Kilka dni temu Natalia przyszła do mnie, jak zwykle, po szkole. Zaparzyłam herbatę, podałam ciasto, które specjalnie dla niej upiekłam. Wydawała się niespokojna, jakby chciała mi coś powiedzieć, ale wahała się.

„Babciu…” – zaczęła, bawiąc się rękawem bluzy.

„Tak, kochanie?” – uśmiechnęłam się, nie przeczuwając niczego złego.

Natalia spuściła wzrok. „Wiesz… ja nie chcę, żebyś przychodziła na moje urodziny, kiedy będą moi znajomi.”

Zamarłam. „Dlaczego?” – zapytałam, czując, jak coś ściska mnie za gardło.

Dziewczyna unikała mojego spojrzenia. „Po prostu… nie wiem. To trochę wstyd, babciu. Ty zawsze nosisz te stare ubrania, nie masz telefonu jak wszyscy, no i… opowiadasz takie staromodne rzeczy. Moje koleżanki mają inne babcie, bardziej nowoczesne, a ja… po prostu się boję, że będą się śmiać.”

Nie mogłam uwierzyć w to, co słyszę. Moja własna wnuczka się mnie wstydzi.

Próbowałam się uśmiechnąć, ale czułam, jak łzy napływają mi do oczu. „Natalio, czy naprawdę myślisz, że wstyd przynosi to, kim jestem?”

„Nie o to chodzi…” – zaczęła, ale ja już nie słuchałam.

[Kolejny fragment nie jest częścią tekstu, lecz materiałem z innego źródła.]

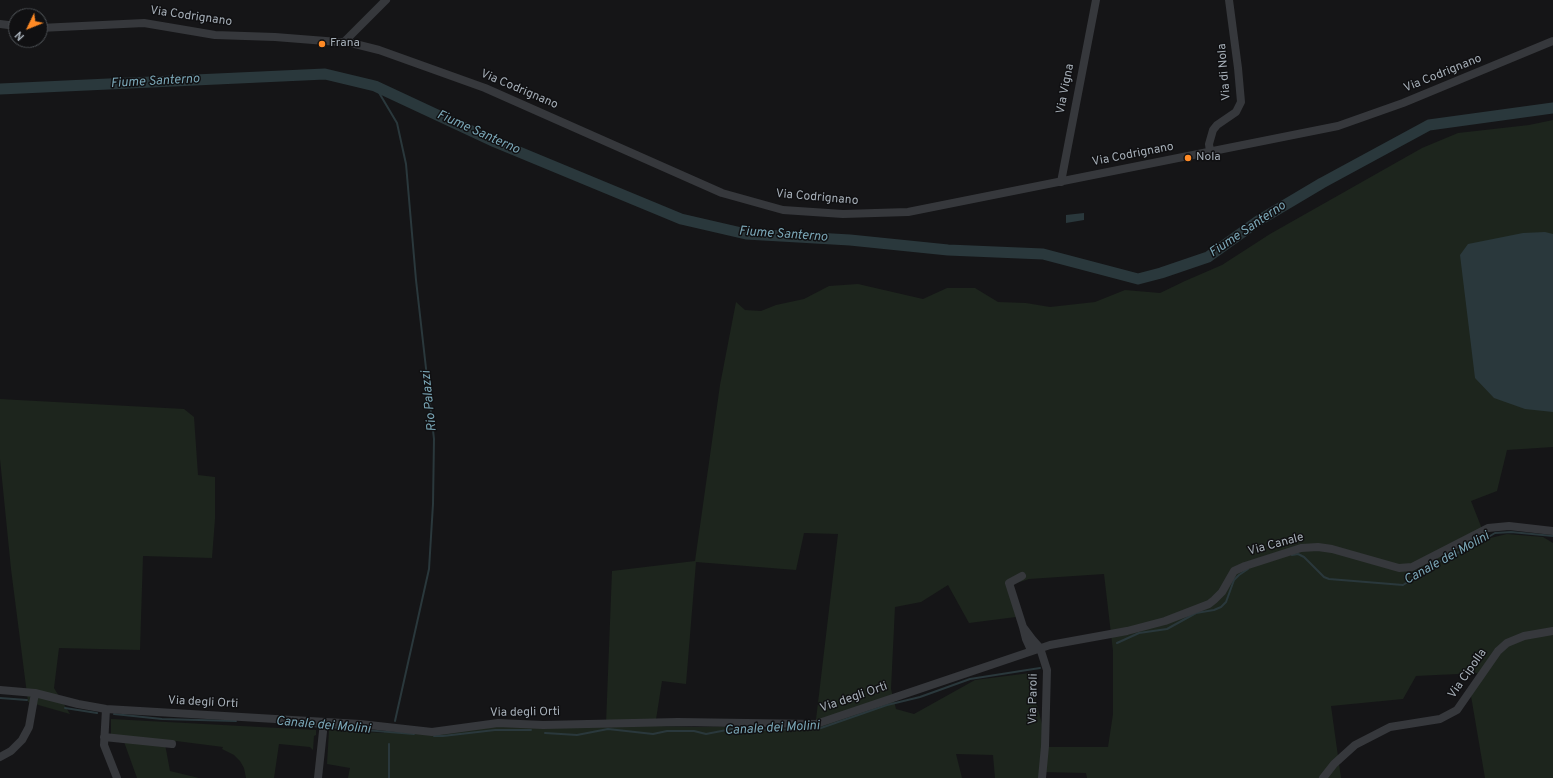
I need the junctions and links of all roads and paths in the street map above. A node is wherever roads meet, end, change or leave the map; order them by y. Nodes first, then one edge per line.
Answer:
1 (386, 0) edge
2 (1096, 0) edge
3 (1229, 0) edge
4 (48, 28) edge
5 (1553, 41) edge
6 (344, 42) junction
7 (1210, 152) junction
8 (1061, 182) junction
9 (1553, 531) edge
10 (1022, 576) dead end
11 (1024, 627) junction
12 (1553, 631) edge
13 (1040, 648) junction
14 (1031, 650) junction
15 (0, 690) edge
16 (35, 693) junction
17 (106, 709) junction
18 (323, 727) junction
19 (104, 738) junction
20 (172, 744) dead end
21 (0, 757) edge
22 (117, 778) edge
23 (318, 778) edge
24 (1042, 778) edge
25 (1323, 778) edge

1 - 6 street
2 - 8 street, Via Vigna
3 - 7 street, Via di Nola
4 - 6 street, Via Codrignano
5 - 7 street, Via Codrignano
6 - 8 street, Via Codrignano
7 - 8 street, Via Codrignano
9 - 13 street, Via Canale
10 - 11 street, Via Paroli
11 - 13 street, Via Paroli
11 - 14 street, Via Paroli
12 - 25 street, Via Cipolla
13 - 14 street, Via degli Orti
13 - 24 street, Via Paroli
14 - 18 street, Via degli Orti
15 - 16 street, Via degli Orti
16 - 17 street, Via degli Orti
16 - 21 street
17 - 18 street, Via degli Orti
17 - 19 street
18 - 23 street
19 - 20 street
19 - 22 street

Całe moje życie poświęciłam rodzinie. Nigdy nie miałam modnych ubrań, bo wolałam kupować prezenty dla dzieci i wnuków. Nie nauczyłam się obsługiwać nowoczesnych telefonów, bo byłam zajęta gotowaniem dla nich, słuchaniem ich problemów, byciem obok. I teraz, kiedy dałam z siebie wszystko, zostałam uznana za coś, co lepiej ukryć.

Natalia zaczęła coś tłumaczyć, ale ja tylko skinęłam głową.

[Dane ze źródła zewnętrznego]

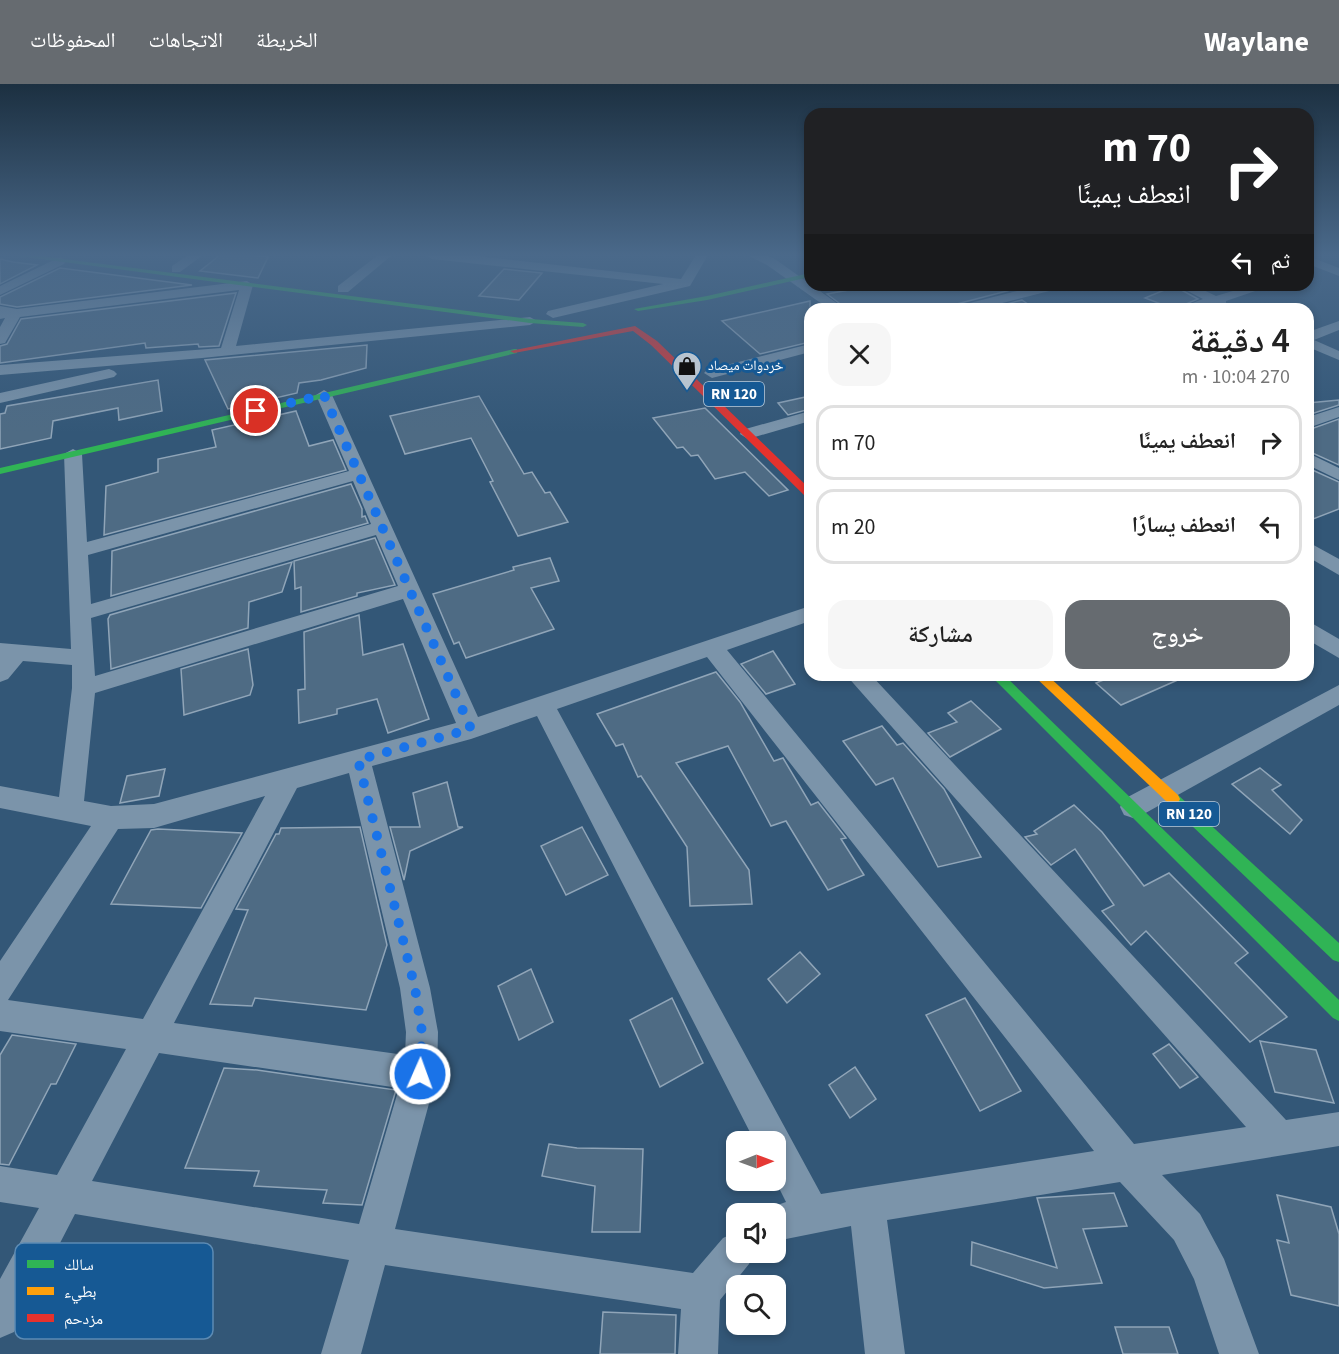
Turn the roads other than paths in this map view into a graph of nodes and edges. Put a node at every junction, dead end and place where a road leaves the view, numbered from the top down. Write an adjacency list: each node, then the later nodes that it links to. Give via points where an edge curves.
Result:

„Rozumiem” – powiedziałam cicho. „Nie martw się, nie przyjdę.”

Następnego dnia nie mogłam znaleźć w sobie siły, by wstać z łóżka. Patrzyłam na zdjęcia w ramkach – moja wnuczka, kiedy była mała, jak tuliła się do mnie, jak wołała „Babciu, kocham cię!”. Czy to wszystko już minęło? Czy teraz jestem tylko starą kobietą, której należy się wstydzić?

Nie poszłam na jej urodziny. Nie mogłam. Moja córka dzwoniła, pytała, dlaczego mnie nie było, ale nie chciałam mówić. Co by to zmieniło?

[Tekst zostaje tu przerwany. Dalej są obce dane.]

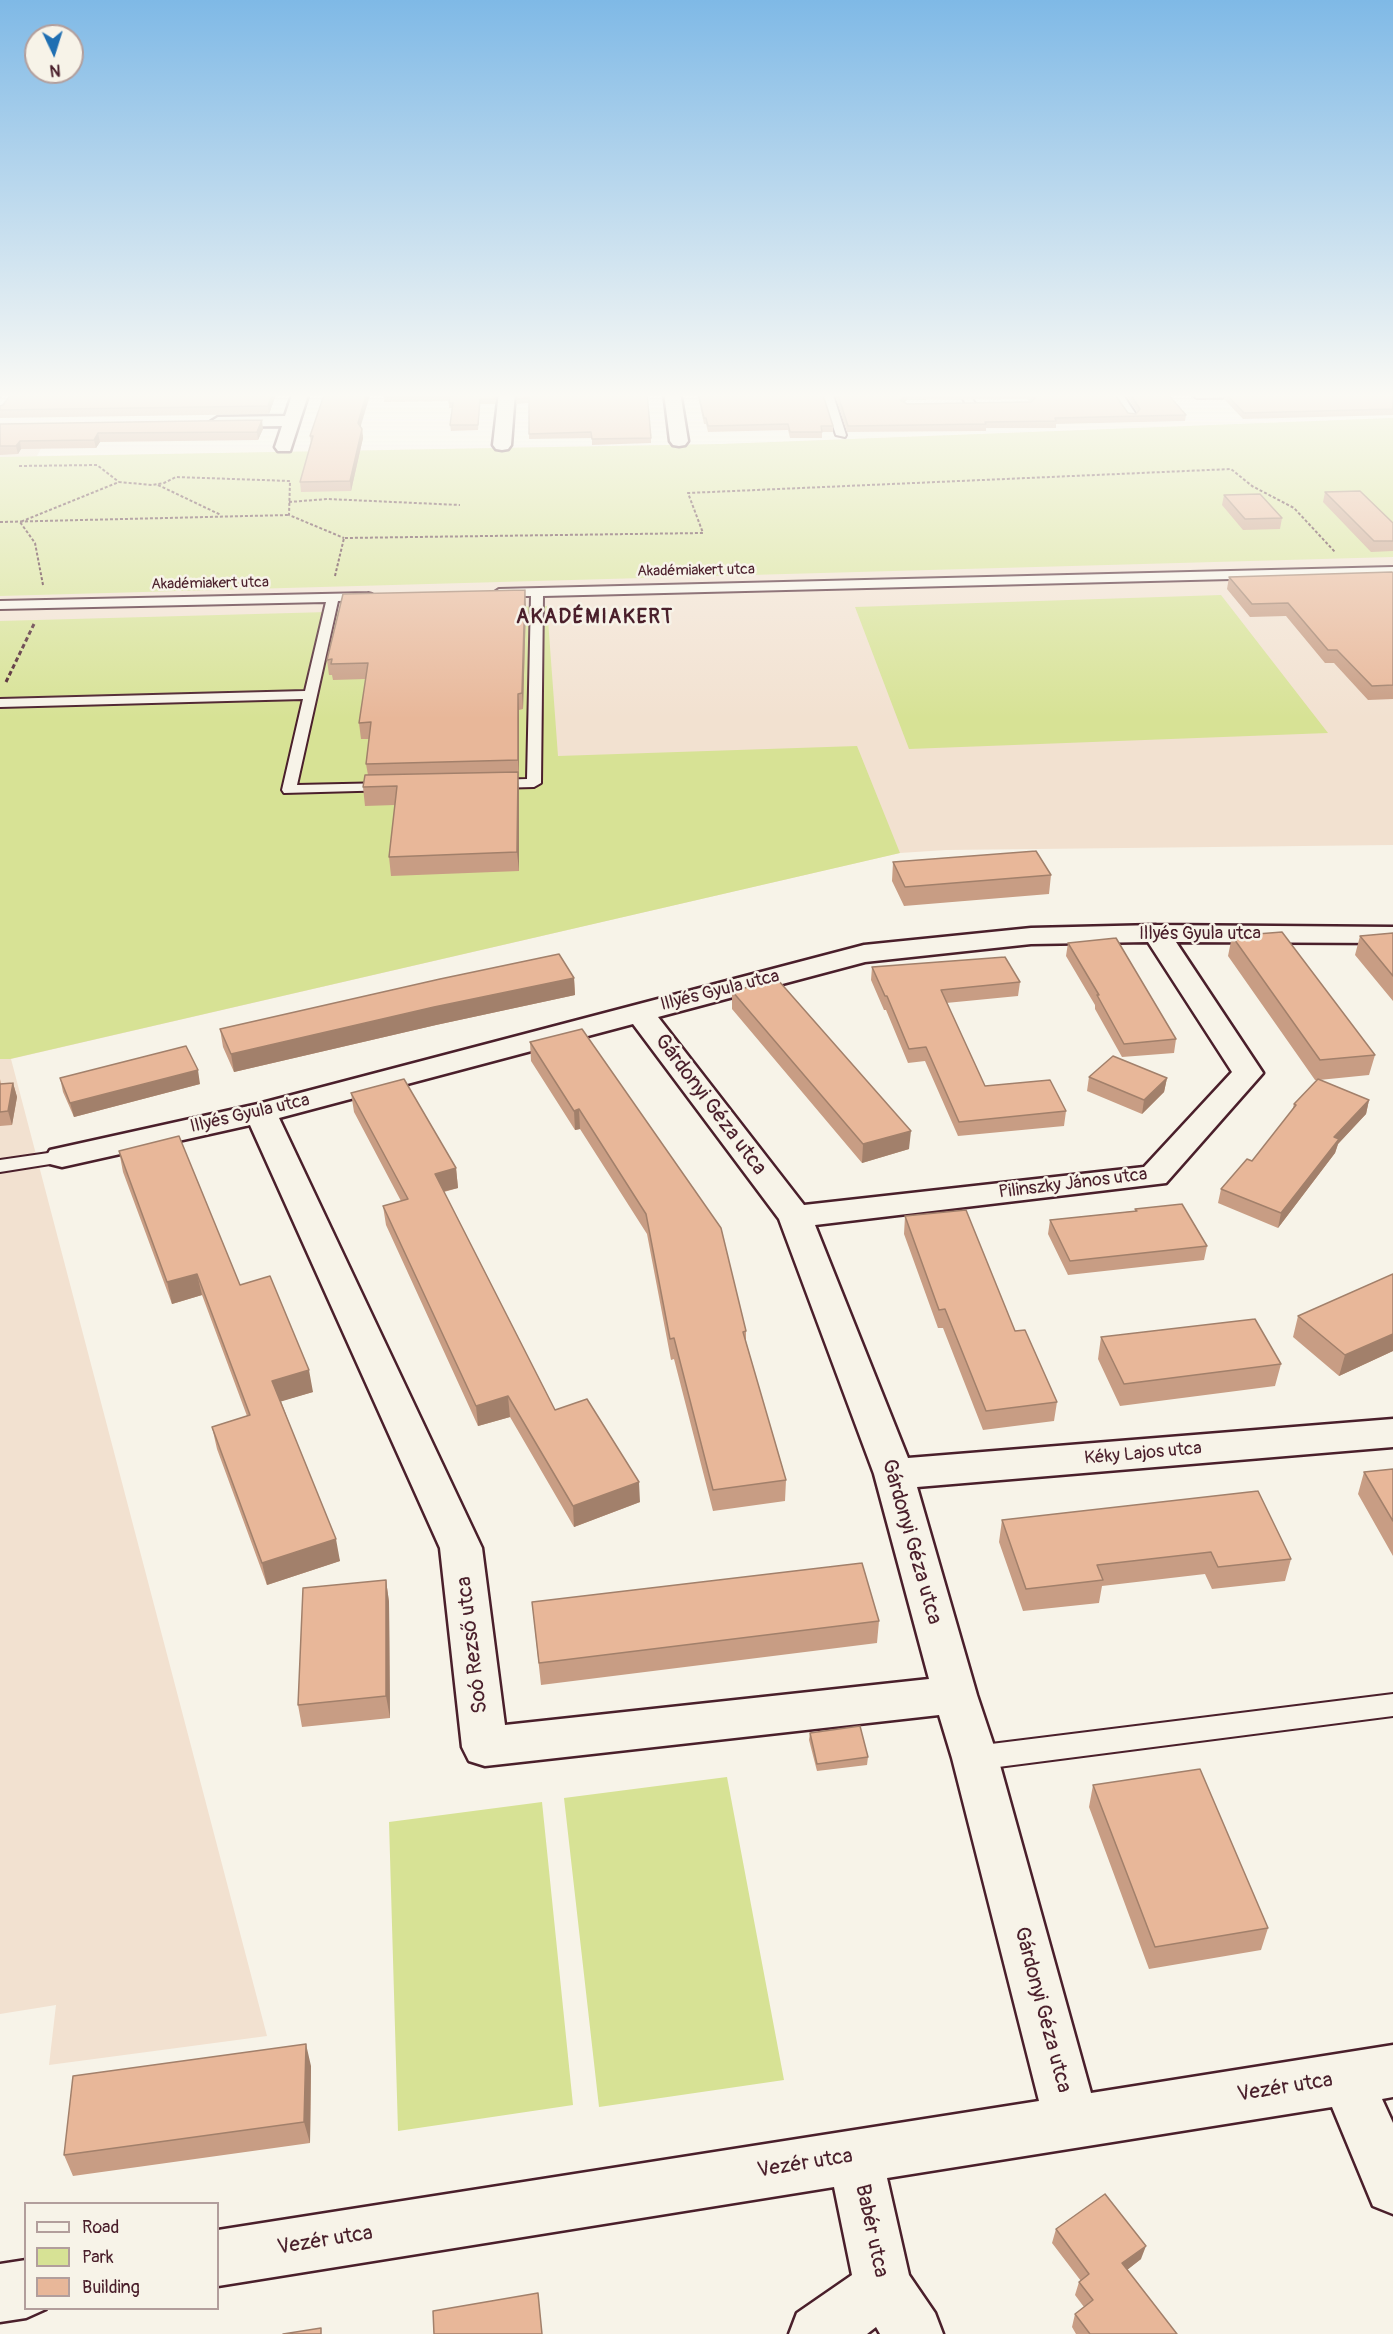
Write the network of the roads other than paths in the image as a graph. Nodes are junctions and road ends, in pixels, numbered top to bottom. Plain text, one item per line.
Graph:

Dziś czuję się pusta. Nie wiem, czy kiedykolwiek Natalia zrozumie, jak bardzo mnie zraniła. Może dopiero wtedy, gdy sama zostanie babcią. Może wtedy spojrzy na mnie inaczej. Ale dziś wiem jedno – nigdy nie sądziłam, że największy ból przyniesie mi ktoś, kogo kochałam najbardziej.